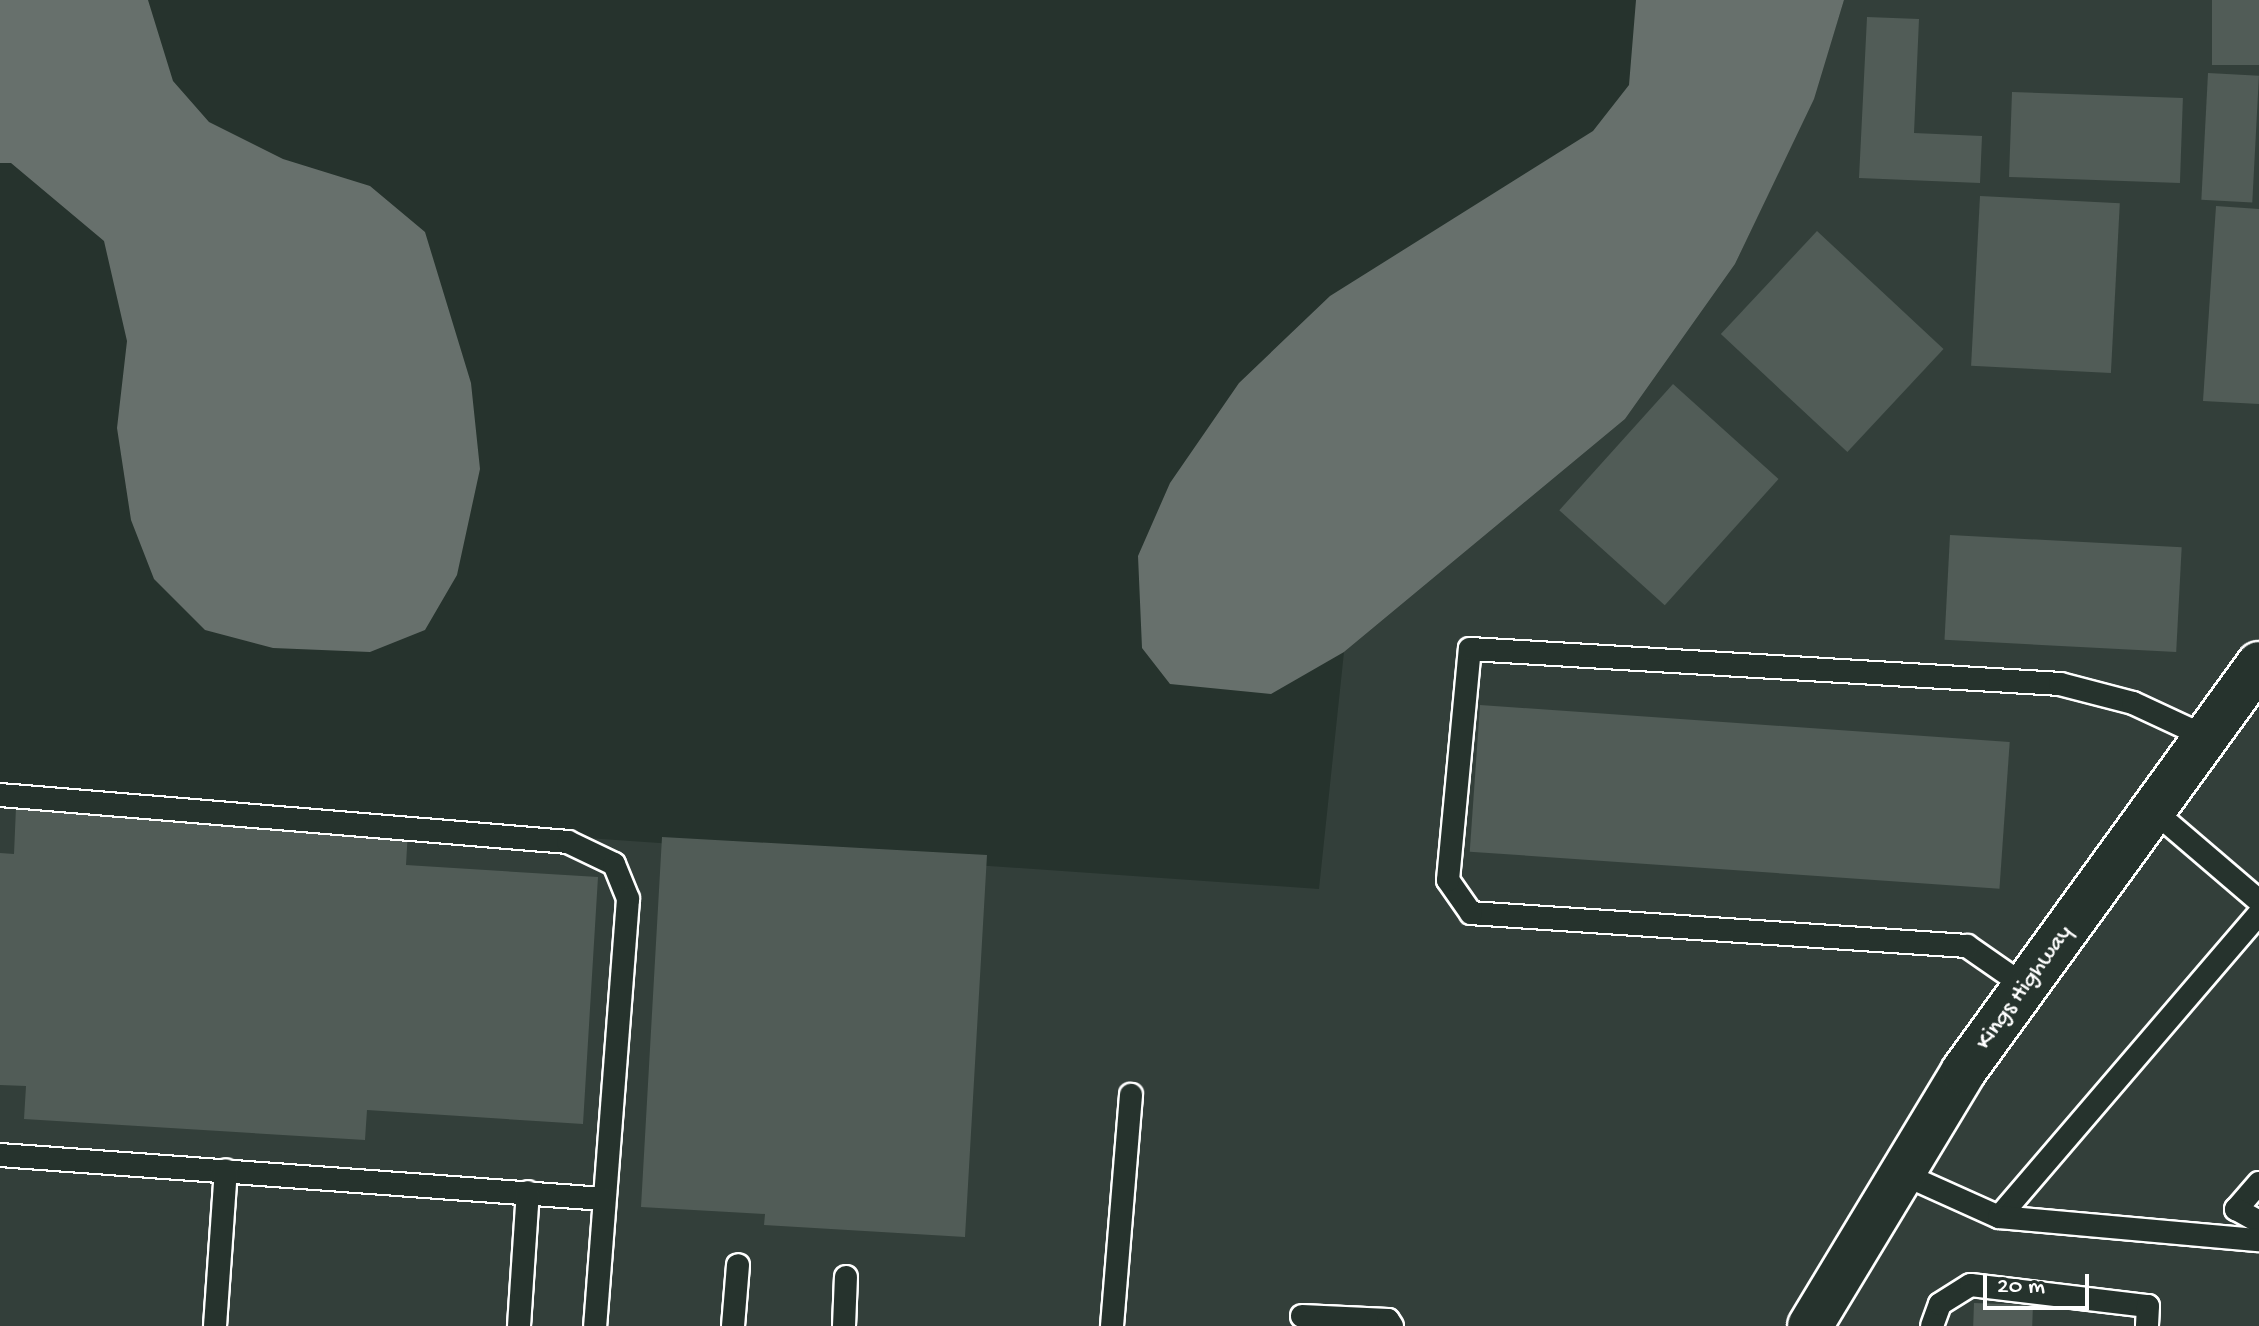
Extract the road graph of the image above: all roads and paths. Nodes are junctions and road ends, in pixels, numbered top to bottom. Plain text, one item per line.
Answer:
1 (2259, 664) edge
2 (2208, 738) junction
3 (0, 795) edge
4 (2154, 811) junction
5 (2259, 901) edge
6 (2259, 914) edge
7 (2026, 987) junction
8 (1131, 1095) dead end
9 (0, 1155) edge
10 (226, 1170) junction
11 (1901, 1173) junction
12 (2259, 1183) edge
13 (528, 1192) junction
14 (604, 1199) junction
15 (1999, 1217) junction
16 (2259, 1222) edge
17 (2259, 1240) edge
18 (738, 1265) dead end
19 (846, 1277) dead end
20 (1302, 1316) dead end
21 (215, 1326) edge
22 (519, 1326) edge
23 (595, 1326) edge
24 (733, 1326) edge
25 (844, 1326) edge
26 (1112, 1326) edge
27 (1392, 1326) edge
28 (1810, 1326) edge
29 (1932, 1326) edge
30 (2147, 1326) edge

1 - 2 street, Kings Highway
2 - 4 street, Kings Highway
2 - 7 lane
3 - 14 lane
4 - 5 lane
4 - 7 street, Kings Highway
6 - 15 lane
7 - 11 street, Kings Highway
8 - 26 lane
9 - 10 lane
10 - 13 lane
10 - 21 lane
11 - 15 lane
11 - 28 street, Kings Highway
12 - 16 lane
13 - 14 lane
13 - 22 lane
14 - 23 lane
15 - 17 lane
18 - 24 lane
19 - 25 lane
20 - 27 lane
29 - 30 lane

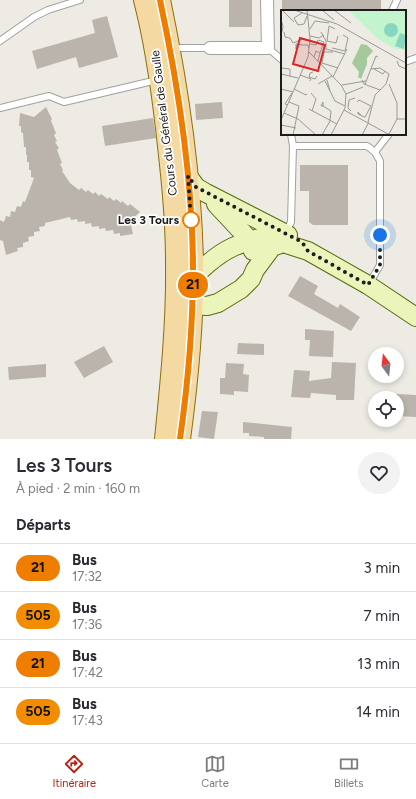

======

▶ _What you are asked to do_: Set down every entry above exactly as written. Leave out all pictures.

▶ _Written solution_:
Extract the road graph of the image above: all roads and paths. Nodes are junctions and road ends, in pixels, numbered top to bottom. Plain text, one item per line.
Answer:
1 (2259, 664) edge
2 (2208, 738) junction
3 (0, 795) edge
4 (2154, 811) junction
5 (2259, 901) edge
6 (2259, 914) edge
7 (2026, 987) junction
8 (1131, 1095) dead end
9 (0, 1155) edge
10 (226, 1170) junction
11 (1901, 1173) junction
12 (2259, 1183) edge
13 (528, 1192) junction
14 (604, 1199) junction
15 (1999, 1217) junction
16 (2259, 1222) edge
17 (2259, 1240) edge
18 (738, 1265) dead end
19 (846, 1277) dead end
20 (1302, 1316) dead end
21 (215, 1326) edge
22 (519, 1326) edge
23 (595, 1326) edge
24 (733, 1326) edge
25 (844, 1326) edge
26 (1112, 1326) edge
27 (1392, 1326) edge
28 (1810, 1326) edge
29 (1932, 1326) edge
30 (2147, 1326) edge

1 - 2 street, Kings Highway
2 - 4 street, Kings Highway
2 - 7 lane
3 - 14 lane
4 - 5 lane
4 - 7 street, Kings Highway
6 - 15 lane
7 - 11 street, Kings Highway
8 - 26 lane
9 - 10 lane
10 - 13 lane
10 - 21 lane
11 - 15 lane
11 - 28 street, Kings Highway
12 - 16 lane
13 - 14 lane
13 - 22 lane
14 - 23 lane
15 - 17 lane
18 - 24 lane
19 - 25 lane
20 - 27 lane
29 - 30 lane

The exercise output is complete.